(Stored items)
----
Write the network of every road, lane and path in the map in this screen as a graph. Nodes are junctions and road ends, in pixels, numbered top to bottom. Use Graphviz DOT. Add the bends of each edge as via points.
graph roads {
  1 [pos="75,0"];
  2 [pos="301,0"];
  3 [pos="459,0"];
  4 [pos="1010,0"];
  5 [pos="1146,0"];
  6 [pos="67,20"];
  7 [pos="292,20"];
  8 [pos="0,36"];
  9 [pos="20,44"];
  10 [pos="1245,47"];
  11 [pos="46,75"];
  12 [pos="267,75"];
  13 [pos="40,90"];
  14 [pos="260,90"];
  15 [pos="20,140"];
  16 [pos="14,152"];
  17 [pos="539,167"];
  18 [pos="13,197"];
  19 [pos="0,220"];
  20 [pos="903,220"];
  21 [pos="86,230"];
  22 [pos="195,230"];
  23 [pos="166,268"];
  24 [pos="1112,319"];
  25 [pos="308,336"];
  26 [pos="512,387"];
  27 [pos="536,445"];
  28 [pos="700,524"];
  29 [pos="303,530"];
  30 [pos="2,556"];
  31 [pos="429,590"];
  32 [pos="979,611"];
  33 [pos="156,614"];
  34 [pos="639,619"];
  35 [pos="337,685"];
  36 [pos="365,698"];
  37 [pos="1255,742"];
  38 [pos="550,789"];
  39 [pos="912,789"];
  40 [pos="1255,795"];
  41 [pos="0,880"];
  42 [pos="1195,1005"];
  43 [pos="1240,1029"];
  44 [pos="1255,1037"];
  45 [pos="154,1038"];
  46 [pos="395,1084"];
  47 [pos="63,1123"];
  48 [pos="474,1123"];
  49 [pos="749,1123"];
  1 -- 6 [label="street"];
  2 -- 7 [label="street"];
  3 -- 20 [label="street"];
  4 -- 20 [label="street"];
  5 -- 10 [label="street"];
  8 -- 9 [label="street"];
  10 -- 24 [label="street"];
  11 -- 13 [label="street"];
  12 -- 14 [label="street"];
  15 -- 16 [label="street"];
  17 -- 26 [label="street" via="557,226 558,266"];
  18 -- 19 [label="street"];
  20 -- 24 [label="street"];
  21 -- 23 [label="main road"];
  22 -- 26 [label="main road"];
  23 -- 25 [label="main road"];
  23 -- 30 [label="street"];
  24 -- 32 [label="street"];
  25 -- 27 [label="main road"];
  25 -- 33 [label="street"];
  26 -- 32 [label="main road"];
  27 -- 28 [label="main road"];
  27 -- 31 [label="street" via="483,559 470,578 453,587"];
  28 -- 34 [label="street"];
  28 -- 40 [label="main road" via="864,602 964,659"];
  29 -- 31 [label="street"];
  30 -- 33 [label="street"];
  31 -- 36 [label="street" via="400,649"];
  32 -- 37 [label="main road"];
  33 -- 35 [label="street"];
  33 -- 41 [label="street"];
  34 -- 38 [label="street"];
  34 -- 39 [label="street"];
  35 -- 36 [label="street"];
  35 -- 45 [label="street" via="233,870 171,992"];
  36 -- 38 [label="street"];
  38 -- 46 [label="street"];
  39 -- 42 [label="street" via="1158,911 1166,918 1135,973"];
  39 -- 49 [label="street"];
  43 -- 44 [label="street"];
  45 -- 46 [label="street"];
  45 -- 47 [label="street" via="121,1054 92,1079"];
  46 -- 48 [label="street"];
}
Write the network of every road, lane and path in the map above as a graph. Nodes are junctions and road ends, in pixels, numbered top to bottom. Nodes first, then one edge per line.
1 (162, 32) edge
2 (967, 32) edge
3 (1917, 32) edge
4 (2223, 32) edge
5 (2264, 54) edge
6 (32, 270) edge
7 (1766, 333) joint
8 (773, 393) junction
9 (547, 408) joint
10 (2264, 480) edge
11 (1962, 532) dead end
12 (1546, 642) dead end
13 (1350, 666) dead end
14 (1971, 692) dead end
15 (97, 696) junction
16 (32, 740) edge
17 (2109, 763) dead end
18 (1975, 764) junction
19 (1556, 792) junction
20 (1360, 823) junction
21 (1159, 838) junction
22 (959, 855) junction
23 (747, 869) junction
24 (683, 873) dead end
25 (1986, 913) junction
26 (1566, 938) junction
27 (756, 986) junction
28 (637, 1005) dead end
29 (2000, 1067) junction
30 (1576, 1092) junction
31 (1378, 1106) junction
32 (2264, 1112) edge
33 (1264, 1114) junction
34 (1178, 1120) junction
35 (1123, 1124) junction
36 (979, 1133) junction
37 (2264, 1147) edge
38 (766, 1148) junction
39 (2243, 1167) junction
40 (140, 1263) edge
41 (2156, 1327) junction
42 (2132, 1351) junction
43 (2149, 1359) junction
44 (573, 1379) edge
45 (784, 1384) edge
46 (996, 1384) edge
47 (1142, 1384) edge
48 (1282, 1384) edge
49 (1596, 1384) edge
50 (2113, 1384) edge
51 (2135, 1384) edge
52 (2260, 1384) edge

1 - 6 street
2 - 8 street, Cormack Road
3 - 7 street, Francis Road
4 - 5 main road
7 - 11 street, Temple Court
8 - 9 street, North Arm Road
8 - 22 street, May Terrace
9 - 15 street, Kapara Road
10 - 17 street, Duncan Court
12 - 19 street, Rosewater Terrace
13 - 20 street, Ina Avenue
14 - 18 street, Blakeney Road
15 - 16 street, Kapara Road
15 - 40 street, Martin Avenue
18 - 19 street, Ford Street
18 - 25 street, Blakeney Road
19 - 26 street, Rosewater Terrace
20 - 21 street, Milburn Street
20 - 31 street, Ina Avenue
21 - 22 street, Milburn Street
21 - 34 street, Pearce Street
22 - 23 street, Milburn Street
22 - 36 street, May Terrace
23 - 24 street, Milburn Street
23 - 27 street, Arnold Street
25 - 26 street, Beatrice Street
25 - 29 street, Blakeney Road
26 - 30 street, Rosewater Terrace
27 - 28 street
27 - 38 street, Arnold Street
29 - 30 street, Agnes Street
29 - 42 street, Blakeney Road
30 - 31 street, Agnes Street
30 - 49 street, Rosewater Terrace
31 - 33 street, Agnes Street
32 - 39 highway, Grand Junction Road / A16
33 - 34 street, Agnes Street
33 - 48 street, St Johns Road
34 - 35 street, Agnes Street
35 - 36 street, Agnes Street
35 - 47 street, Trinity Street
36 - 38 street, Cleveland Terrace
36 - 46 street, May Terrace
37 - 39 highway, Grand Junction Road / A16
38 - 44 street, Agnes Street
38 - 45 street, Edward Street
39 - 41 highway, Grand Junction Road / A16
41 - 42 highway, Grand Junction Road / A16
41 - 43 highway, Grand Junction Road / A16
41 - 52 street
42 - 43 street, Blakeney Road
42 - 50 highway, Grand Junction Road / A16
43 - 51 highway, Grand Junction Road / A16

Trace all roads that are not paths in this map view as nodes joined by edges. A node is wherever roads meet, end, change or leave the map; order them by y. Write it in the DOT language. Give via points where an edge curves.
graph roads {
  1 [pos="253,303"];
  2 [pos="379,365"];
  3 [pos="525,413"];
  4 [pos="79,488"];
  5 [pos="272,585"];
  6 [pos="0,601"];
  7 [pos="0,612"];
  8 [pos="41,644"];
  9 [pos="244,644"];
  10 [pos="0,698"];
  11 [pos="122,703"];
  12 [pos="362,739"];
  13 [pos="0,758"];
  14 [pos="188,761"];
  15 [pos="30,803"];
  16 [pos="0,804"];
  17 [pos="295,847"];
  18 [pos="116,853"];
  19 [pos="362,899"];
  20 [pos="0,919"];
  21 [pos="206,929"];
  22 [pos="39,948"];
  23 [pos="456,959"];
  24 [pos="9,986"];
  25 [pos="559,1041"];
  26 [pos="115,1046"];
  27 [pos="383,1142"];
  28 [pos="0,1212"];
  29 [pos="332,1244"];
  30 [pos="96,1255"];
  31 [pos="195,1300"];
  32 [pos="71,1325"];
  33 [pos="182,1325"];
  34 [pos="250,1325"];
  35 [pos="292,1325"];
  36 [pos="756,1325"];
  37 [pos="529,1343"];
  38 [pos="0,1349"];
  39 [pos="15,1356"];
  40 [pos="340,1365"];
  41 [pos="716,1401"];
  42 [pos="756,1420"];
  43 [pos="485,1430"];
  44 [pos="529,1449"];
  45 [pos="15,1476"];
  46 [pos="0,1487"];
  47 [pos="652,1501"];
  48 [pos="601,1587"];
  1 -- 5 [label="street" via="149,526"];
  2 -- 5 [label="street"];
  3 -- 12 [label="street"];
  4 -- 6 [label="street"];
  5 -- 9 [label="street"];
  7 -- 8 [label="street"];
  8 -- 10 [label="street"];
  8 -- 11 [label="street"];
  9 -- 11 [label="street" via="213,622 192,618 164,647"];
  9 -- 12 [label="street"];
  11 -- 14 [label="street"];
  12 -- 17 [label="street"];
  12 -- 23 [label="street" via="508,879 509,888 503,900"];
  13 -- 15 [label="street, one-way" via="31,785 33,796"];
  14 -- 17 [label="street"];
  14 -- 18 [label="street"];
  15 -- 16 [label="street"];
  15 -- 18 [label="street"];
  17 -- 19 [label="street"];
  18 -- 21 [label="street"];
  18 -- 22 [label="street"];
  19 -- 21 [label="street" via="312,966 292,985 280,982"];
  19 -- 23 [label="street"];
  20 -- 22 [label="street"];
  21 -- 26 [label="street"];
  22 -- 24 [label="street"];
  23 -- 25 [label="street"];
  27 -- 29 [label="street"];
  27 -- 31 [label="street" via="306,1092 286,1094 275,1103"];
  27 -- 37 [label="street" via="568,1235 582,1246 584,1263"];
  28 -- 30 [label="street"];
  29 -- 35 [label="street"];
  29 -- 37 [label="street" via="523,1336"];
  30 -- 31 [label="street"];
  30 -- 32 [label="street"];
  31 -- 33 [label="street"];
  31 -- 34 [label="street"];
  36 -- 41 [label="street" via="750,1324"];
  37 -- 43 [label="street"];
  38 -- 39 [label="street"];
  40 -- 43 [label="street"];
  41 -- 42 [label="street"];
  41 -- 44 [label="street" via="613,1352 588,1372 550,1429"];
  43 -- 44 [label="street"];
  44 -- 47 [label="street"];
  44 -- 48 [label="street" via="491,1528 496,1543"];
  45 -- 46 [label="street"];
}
----
Search the entries above for "graph". Return every line that has it.

#### [Exercise output]
Write the network of every road, lane and path in the map in this screen as a graph. Nodes are junctions and road ends, in pixels, numbered top to bottom. Use Graphviz DOT. Add the bends of each edge as via points.
graph roads {
Write the network of every road, lane and path in the map above as a graph. Nodes are junctions and road ends, in pixels, numbered top to bottom. Nodes first, then one edge per line.
graph roads {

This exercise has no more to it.